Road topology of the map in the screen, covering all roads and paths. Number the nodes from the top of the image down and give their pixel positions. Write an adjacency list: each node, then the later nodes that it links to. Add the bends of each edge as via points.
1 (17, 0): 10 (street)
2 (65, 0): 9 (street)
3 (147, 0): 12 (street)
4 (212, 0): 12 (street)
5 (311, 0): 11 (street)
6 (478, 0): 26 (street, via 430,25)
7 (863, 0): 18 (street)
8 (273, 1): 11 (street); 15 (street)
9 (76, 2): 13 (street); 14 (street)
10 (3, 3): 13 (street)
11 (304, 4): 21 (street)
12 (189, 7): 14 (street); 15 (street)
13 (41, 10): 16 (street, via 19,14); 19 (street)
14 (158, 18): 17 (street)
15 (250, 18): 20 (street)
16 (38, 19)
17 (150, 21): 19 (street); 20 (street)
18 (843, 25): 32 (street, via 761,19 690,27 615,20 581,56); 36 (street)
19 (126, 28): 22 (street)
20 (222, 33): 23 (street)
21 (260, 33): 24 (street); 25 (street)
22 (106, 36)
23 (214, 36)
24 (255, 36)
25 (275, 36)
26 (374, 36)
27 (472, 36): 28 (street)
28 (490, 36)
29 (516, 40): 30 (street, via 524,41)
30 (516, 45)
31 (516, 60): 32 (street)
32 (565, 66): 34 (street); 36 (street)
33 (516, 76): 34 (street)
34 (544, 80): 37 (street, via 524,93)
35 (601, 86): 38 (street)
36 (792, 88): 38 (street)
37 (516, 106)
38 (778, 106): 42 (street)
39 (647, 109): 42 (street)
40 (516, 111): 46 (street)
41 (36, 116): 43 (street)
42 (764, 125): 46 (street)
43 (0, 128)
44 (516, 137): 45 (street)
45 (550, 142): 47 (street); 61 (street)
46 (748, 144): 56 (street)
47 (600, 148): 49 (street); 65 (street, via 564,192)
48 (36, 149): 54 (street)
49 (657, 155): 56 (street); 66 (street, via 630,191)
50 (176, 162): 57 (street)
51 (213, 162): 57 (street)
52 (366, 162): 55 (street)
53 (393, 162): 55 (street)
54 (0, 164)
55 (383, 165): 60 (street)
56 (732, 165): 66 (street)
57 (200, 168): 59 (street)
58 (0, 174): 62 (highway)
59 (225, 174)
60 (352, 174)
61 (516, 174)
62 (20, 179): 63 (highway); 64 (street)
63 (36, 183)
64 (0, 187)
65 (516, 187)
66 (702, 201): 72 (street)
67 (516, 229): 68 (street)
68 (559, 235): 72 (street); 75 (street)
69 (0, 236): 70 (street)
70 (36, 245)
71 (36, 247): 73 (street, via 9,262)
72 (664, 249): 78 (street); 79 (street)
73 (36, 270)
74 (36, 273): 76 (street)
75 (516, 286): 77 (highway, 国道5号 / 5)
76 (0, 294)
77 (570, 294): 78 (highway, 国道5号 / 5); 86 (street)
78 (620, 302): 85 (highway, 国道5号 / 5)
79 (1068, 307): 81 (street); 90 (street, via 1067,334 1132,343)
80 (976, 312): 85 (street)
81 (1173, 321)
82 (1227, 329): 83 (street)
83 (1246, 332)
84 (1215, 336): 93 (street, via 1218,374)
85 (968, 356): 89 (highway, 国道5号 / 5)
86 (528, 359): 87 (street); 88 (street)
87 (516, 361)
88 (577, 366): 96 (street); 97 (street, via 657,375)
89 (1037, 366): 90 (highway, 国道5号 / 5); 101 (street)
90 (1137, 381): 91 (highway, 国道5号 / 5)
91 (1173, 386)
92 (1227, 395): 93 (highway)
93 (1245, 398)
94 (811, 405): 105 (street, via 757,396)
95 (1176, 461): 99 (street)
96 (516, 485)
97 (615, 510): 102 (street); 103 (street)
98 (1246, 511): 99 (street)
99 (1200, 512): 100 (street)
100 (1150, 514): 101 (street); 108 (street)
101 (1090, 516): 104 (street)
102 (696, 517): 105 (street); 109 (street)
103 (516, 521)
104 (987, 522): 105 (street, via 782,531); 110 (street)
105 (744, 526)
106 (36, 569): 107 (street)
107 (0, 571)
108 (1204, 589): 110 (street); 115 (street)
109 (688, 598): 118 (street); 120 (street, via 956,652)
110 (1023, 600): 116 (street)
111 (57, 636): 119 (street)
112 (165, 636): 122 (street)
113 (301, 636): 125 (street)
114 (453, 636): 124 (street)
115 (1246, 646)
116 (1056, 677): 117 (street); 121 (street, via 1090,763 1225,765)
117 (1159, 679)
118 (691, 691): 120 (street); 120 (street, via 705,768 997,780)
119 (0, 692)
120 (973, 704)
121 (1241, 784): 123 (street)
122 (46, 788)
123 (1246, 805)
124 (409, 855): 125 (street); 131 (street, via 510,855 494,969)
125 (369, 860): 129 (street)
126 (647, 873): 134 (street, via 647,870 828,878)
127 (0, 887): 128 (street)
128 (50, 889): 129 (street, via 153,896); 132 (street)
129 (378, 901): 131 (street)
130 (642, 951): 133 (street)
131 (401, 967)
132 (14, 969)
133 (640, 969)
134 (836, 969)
# # # # # # #
TASK INSTRUCTIONS ▸
Report only how many lines in the listing contain the string "highway".

SOLUTION BELOW ▸
9